What the task asks:
If an entry holds a picture, drop the picture but restate the entry word for word.

◆ ◆ ◆ ◆

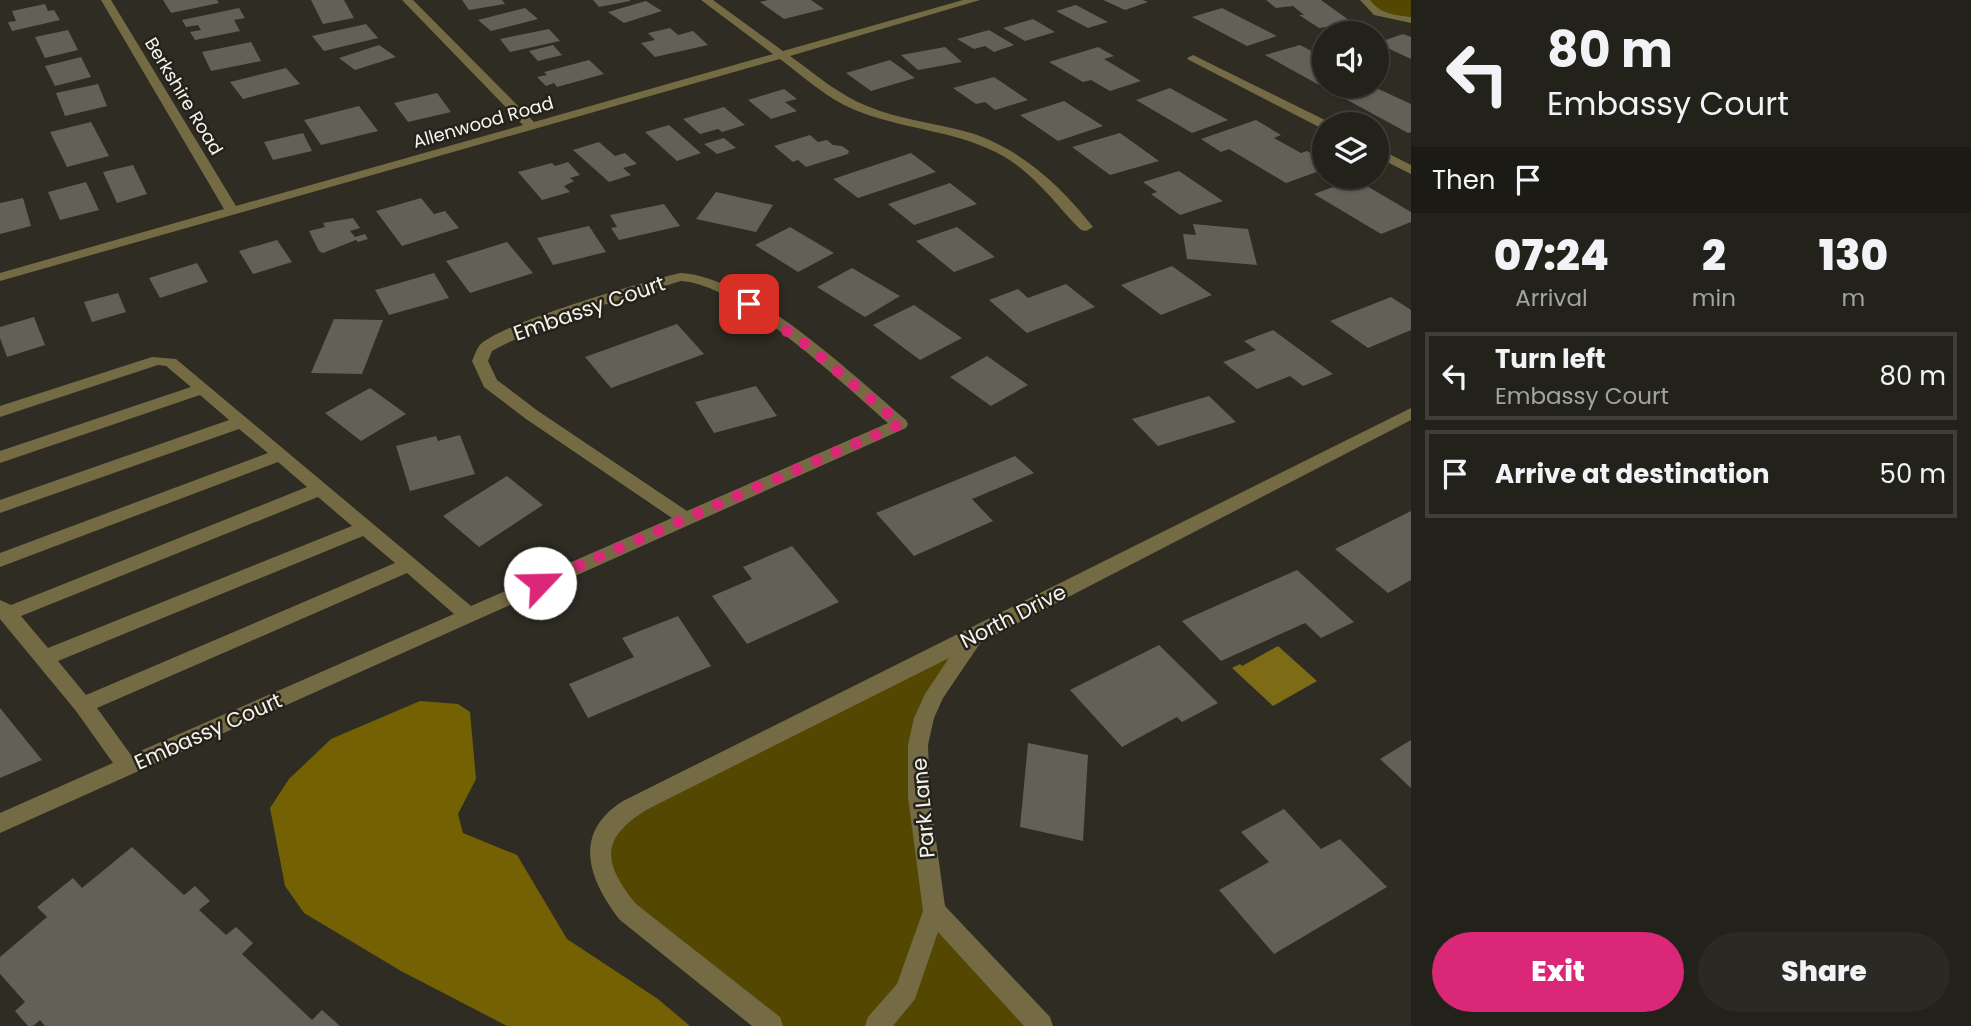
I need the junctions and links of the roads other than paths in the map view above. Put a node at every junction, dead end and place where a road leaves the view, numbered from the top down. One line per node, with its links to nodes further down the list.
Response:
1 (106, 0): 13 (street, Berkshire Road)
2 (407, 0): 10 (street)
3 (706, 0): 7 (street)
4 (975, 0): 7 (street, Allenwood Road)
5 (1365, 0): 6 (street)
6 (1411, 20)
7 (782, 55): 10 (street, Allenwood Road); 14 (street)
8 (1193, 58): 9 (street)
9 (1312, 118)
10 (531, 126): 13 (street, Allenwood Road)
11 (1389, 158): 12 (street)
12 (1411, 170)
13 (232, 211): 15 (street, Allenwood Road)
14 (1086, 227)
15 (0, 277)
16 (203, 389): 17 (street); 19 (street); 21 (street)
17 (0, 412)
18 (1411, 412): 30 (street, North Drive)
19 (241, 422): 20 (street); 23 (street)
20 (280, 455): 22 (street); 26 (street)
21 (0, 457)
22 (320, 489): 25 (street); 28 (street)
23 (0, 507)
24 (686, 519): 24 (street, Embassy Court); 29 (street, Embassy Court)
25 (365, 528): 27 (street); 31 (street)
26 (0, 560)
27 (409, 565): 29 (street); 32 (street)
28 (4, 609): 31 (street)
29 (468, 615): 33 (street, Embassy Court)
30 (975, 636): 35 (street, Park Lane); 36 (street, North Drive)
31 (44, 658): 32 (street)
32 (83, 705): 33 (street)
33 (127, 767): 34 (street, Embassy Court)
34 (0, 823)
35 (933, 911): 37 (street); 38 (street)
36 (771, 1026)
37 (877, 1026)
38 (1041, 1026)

◆ ◆ ◆ ◆

Task output:
I need the junctions and links of the roads other than paths in the map view above. Put a node at every junction, dead end and place where a road leaves the view, numbered from the top down. One line per node, with its links to nodes further down the list.
Response:
1 (106, 0): 13 (street, Berkshire Road)
2 (407, 0): 10 (street)
3 (706, 0): 7 (street)
4 (975, 0): 7 (street, Allenwood Road)
5 (1365, 0): 6 (street)
6 (1411, 20)
7 (782, 55): 10 (street, Allenwood Road); 14 (street)
8 (1193, 58): 9 (street)
9 (1312, 118)
10 (531, 126): 13 (street, Allenwood Road)
11 (1389, 158): 12 (street)
12 (1411, 170)
13 (232, 211): 15 (street, Allenwood Road)
14 (1086, 227)
15 (0, 277)
16 (203, 389): 17 (street); 19 (street); 21 (street)
17 (0, 412)
18 (1411, 412): 30 (street, North Drive)
19 (241, 422): 20 (street); 23 (street)
20 (280, 455): 22 (street); 26 (street)
21 (0, 457)
22 (320, 489): 25 (street); 28 (street)
23 (0, 507)
24 (686, 519): 24 (street, Embassy Court); 29 (street, Embassy Court)
25 (365, 528): 27 (street); 31 (street)
26 (0, 560)
27 (409, 565): 29 (street); 32 (street)
28 (4, 609): 31 (street)
29 (468, 615): 33 (street, Embassy Court)
30 (975, 636): 35 (street, Park Lane); 36 (street, North Drive)
31 (44, 658): 32 (street)
32 (83, 705): 33 (street)
33 (127, 767): 34 (street, Embassy Court)
34 (0, 823)
35 (933, 911): 37 (street); 38 (street)
36 (771, 1026)
37 (877, 1026)
38 (1041, 1026)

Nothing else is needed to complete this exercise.